## Exercise goal
The answer should consist of every line in the material below that has the word "Husni".

## Records for this exercise
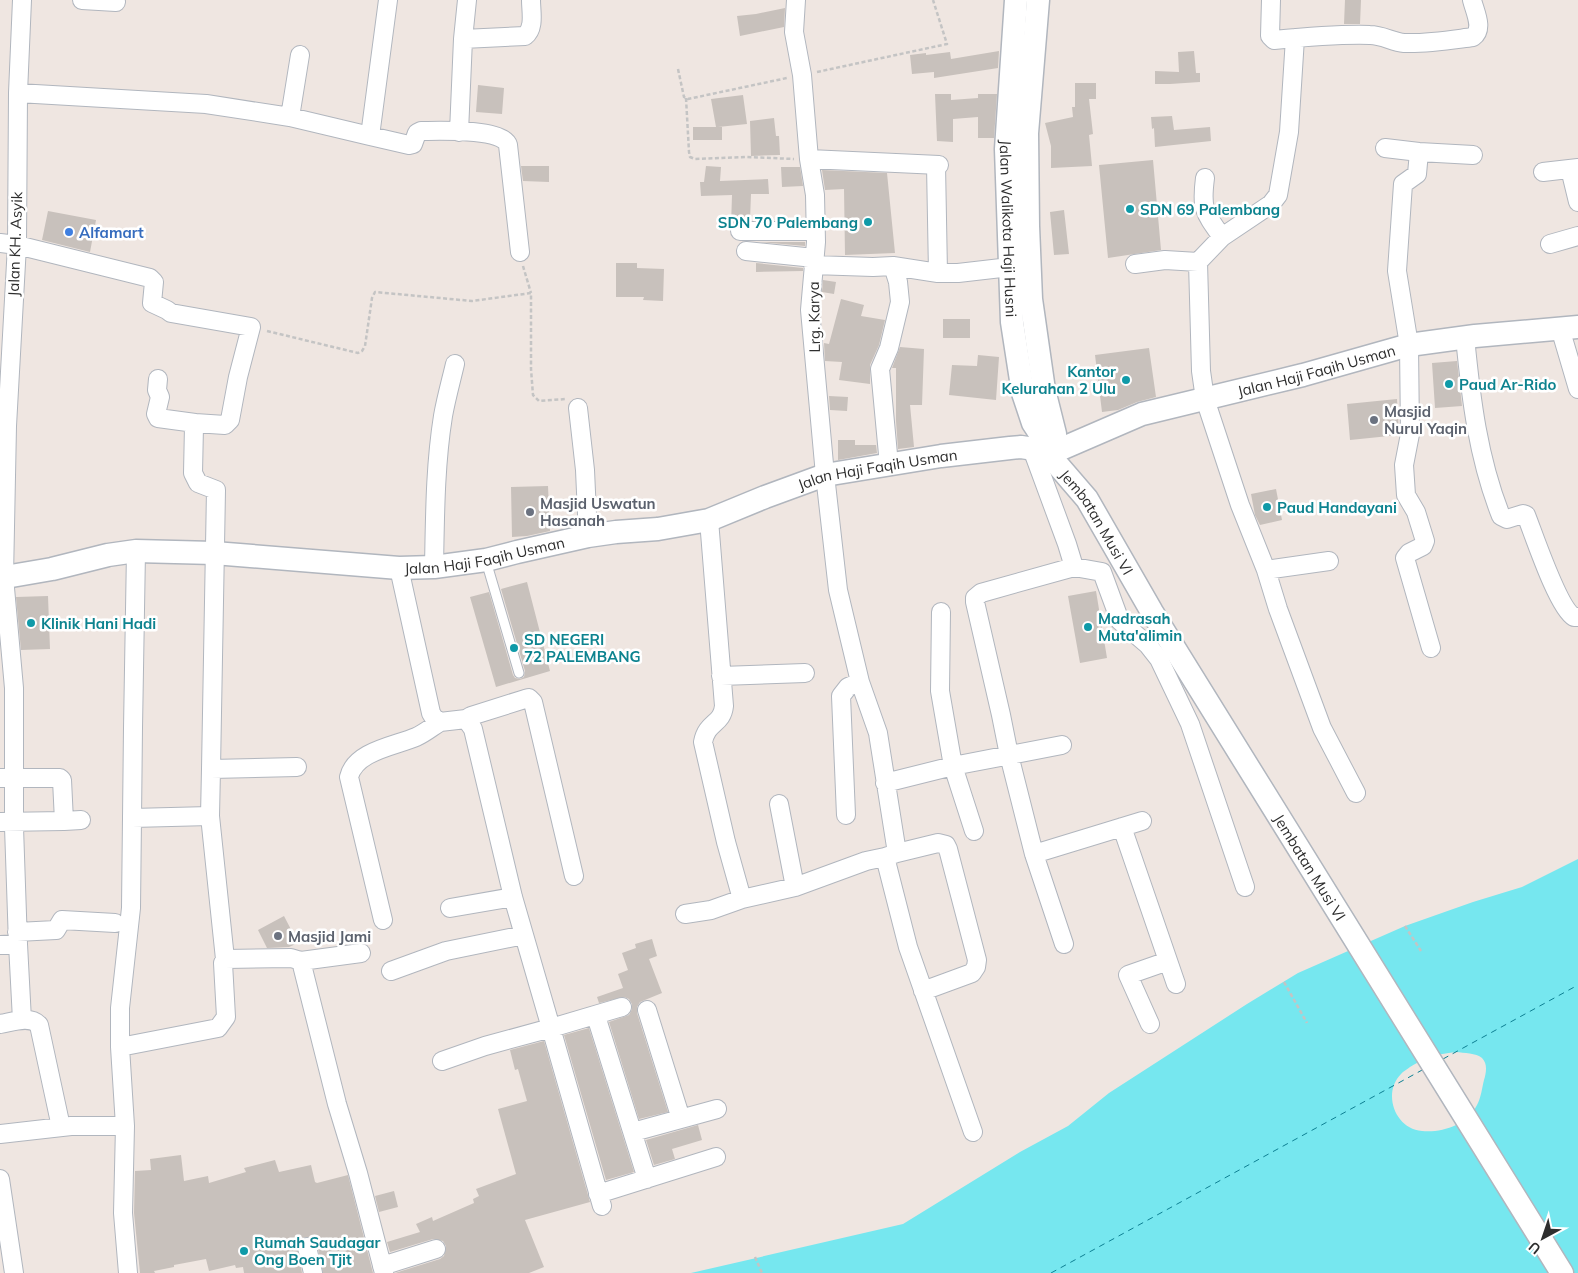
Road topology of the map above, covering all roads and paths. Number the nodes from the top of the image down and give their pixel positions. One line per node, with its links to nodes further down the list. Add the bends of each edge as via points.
1 (22, 0): 17 (street, Jalan KH. Asyik)
2 (82, 0): 12 (street)
3 (388, 0): 21 (street)
4 (467, 0): 14 (street)
5 (531, 0): 14 (street, via 532,25 525,36)
6 (796, 0): 25 (street, Lrg. Karya, via 794,32 802,75)
7 (933, 0): 15 (path)
8 (1016, 0): 42 (street, Jalan Walikota Haji Husni, via 1006,149)
9 (1038, 0): 56 (street, Jalan Walikota Haji Husni, via 1027,133 1028,226 1031,299 1044,390 1055,434)
10 (1271, 0): 13 (street, via 1270,38)
11 (1472, 0): 13 (street, via 1479,28 1473,37 1401,43 1371,35)
12 (116, 2)
13 (1295, 38): 33 (street, via 1289,132 1278,195 1271,204)
14 (463, 39): 20 (street)
15 (947, 44)
16 (300, 55): 19 (street)
17 (18, 92): 19 (street, via 206,104); 34 (street, Jalan KH. Asyik)
18 (686, 98): 25 (path, via 690,157)
19 (290, 117): 21 (street)
20 (459, 132): 21 (street, via 420,131 413,144 409,145); 37 (street, via 483,133 507,141)
21 (370, 136)
22 (1385, 148): 23 (street)
23 (1419, 152): 24 (street); 48 (street, via 1417,174 1403,184 1398,251 1398,271)
24 (1473, 155)
25 (809, 159): 31 (street, Lrg. Karya, via 815,195); 43 (street, via 937,165)
26 (1574, 168): 27 (street); 29 (street)
27 (1543, 172)
28 (1205, 178): 33 (street, via 1203,199 1206,216)
29 (1578, 202)
30 (740, 230): 31 (street)
31 (815, 232): 38 (street, Lrg. Karya)
32 (1578, 236): 35 (street)
33 (1222, 237): 39 (street)
34 (8, 244): 45 (street, via 152,279 152,303 171,313); 55 (street, Jalan KH. Asyik)
35 (1550, 244)
36 (746, 251): 38 (street)
37 (520, 252): 44 (path)
38 (814, 261): 41 (street); 58 (street, Lrg. Karya, via 810,310)
39 (1198, 262): 40 (street, via 1165,260); 52 (street, via 1201,371)
40 (1136, 264)
41 (893, 266): 43 (street); 57 (street, via 900,302 889,348 880,369)
42 (1010, 267): 43 (street); 56 (street, Jalan Walikota Haji Husni, via 1012,322 1023,393 1033,423)
43 (938, 273)
44 (531, 294): 45 (path, via 472,301 375,292 365,346 358,353); 53 (path, via 533,395 539,401 573,400)
45 (250, 327): 54 (street, via 230,420 225,425)
46 (1569, 327): 47 (street, Jalan Haji Faqih Usman); 51 (street)
47 (1465, 338): 48 (street, Jalan Haji Faqih Usman); 71 (street, via 1474,421 1499,511 1506,519 1526,515 1561,599 1570,615)
48 (1410, 345): 52 (street, Jalan Haji Faqih Usman); 72 (street, via 1410,434 1404,465 1406,495 1416,512 1425,541 1423,546 1405,558)
49 (455, 364): 65 (street, via 441,436)
50 (158, 379): 54 (street, via 158,418)
51 (1578, 389)
52 (1205, 399): 56 (street, Jalan Haji Faqih Usman, via 1142,414); 68 (street, via 1240,505)
53 (578, 408): 60 (street)
54 (195, 423): 62 (street, via 193,473 198,483 216,490)
55 (4, 426): 69 (street, Jalan KH. Asyik)
56 (1050, 451): 57 (street, Jalan Haji Faqih Usman, via 1010,448); 66 (street); 147 (street, Jembatan Musi VI, via 1087,499 1158,621)
57 (889, 465): 58 (street, Jalan Haji Faqih Usman)
58 (824, 475): 59 (street, Jalan Haji Faqih Usman); 76 (street, Lrg. Karya, via 838,590)
59 (709, 520): 60 (street, Jalan Haji Faqih Usman); 75 (street)
60 (588, 536): 63 (street, Jalan Haji Faqih Usman)
61 (134, 551): 62 (street, Jalan Haji Faqih Usman); 69 (street, Jalan Haji Faqih Usman); 90 (street)
62 (214, 553): 67 (street, Jalan Haji Faqih Usman); 83 (street)
63 (486, 560): 65 (street, Jalan Haji Faqih Usman); 73 (lane)
64 (1329, 561): 68 (street)
65 (434, 566): 67 (street, Jalan Haji Faqih Usman)
66 (1074, 567): 80 (street, via 981,593 975,598); 99 (street, via 1102,572 1120,621 1159,659 1190,724)
67 (399, 568): 78 (street, via 431,713)
68 (1266, 570): 86 (street, via 1322,728)
69 (2, 577): 84 (street, Jalan KH. Asyik, via 14,688)
70 (941, 612): 82 (street, via 940,691)
71 (1578, 617)
72 (1431, 648)
73 (519, 673)
74 (805, 673): 75 (street)
75 (722, 676): 101 (street, via 723,712 706,730 703,742)
76 (860, 682): 85 (street, Lrg. Karya, via 878,733); 88 (street, via 848,687 841,696)
77 (466, 719): 78 (street); 97 (street, via 525,699 533,702); 100 (street, via 473,729)
78 (440, 722): 104 (street, via 418,736 365,756 351,769 349,777)
79 (1062, 745): 80 (street)
80 (1009, 755): 82 (street); 95 (street)
81 (297, 766): 83 (street)
82 (953, 766): 85 (street); 94 (street)
83 (211, 769): 89 (street)
84 (6, 778): 92 (street, Jalan KH. Asyik); 92 (street, via 60,778 72,821)
85 (885, 783): 96 (street, Lrg. Karya)
86 (1356, 793)
87 (779, 804): 98 (street)
88 (846, 815)
89 (210, 816): 90 (street); 112 (street)
90 (132, 818): 127 (street, via 132,908 120,1008)
91 (1142, 821): 93 (street)
92 (7, 822): 108 (street, Jalan KH. Asyik)
93 (1122, 827): 95 (street); 114 (street)
94 (974, 831)
95 (1034, 854): 109 (street)
96 (891, 855): 98 (street); 118 (street, Lrg. Karya, via 908,947); 118 (street, via 938,843 946,844 976,953 976,967 972,973)
97 (574, 876)
98 (795, 887): 101 (street)
99 (1245, 887)
100 (513, 897): 102 (street); 107 (street)
101 (742, 899): 103 (street, via 711,910)
102 (450, 908)
103 (685, 914)
104 (383, 920)
105 (115, 923): 108 (street, via 62,920 56,930)
106 (1405, 926): 110 (path)
107 (524, 935): 115 (street, via 446,951); 126 (street)
108 (12, 941): 122 (street, Jalan KH. Asyik)
109 (1064, 944)
110 (1421, 951)
111 (361, 953): 113 (street)
112 (225, 959): 113 (street, via 291,958); 127 (street, via 226,1017 218,1028)
113 (301, 961): 142 (street)
114 (1168, 961): 117 (street); 125 (street, via 1128,975)
115 (391, 971)
116 (1284, 982): 123 (path)
117 (1176, 984)
118 (923, 991): 134 (street, Lrg. Karya)
119 (622, 1007): 121 (street)
120 (647, 1010): 130 (street)
121 (596, 1016): 126 (street); 133 (street)
122 (22, 1020): 124 (street); 132 (street, via 40,1024)
123 (1307, 1023)
124 (0, 1024)
125 (1150, 1024)
126 (551, 1028): 128 (street); 138 (street, via 600,1200)
127 (120, 1047): 131 (street)
128 (442, 1061)
129 (717, 1109): 130 (street)
130 (681, 1119): 133 (street)
131 (120, 1126): 132 (street); 144 (street)
132 (61, 1127): 135 (street)
133 (633, 1132): 138 (street)
134 (973, 1132)
135 (0, 1134)
136 (716, 1158): 138 (street)
137 (0, 1178): 143 (street)
138 (647, 1179)
139 (307, 1247): 145 (street)
140 (436, 1249): 142 (street)
141 (755, 1257): 146 (path)
142 (383, 1270)
143 (14, 1273)
144 (128, 1273)
145 (313, 1273)
146 (762, 1273)
147 (1562, 1273)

## Result for this task
8 (1016, 0): 42 (street, Jalan Walikota Haji Husni, via 1006,149)
9 (1038, 0): 56 (street, Jalan Walikota Haji Husni, via 1027,133 1028,226 1031,299 1044,390 1055,434)
42 (1010, 267): 43 (street); 56 (street, Jalan Walikota Haji Husni, via 1012,322 1023,393 1033,423)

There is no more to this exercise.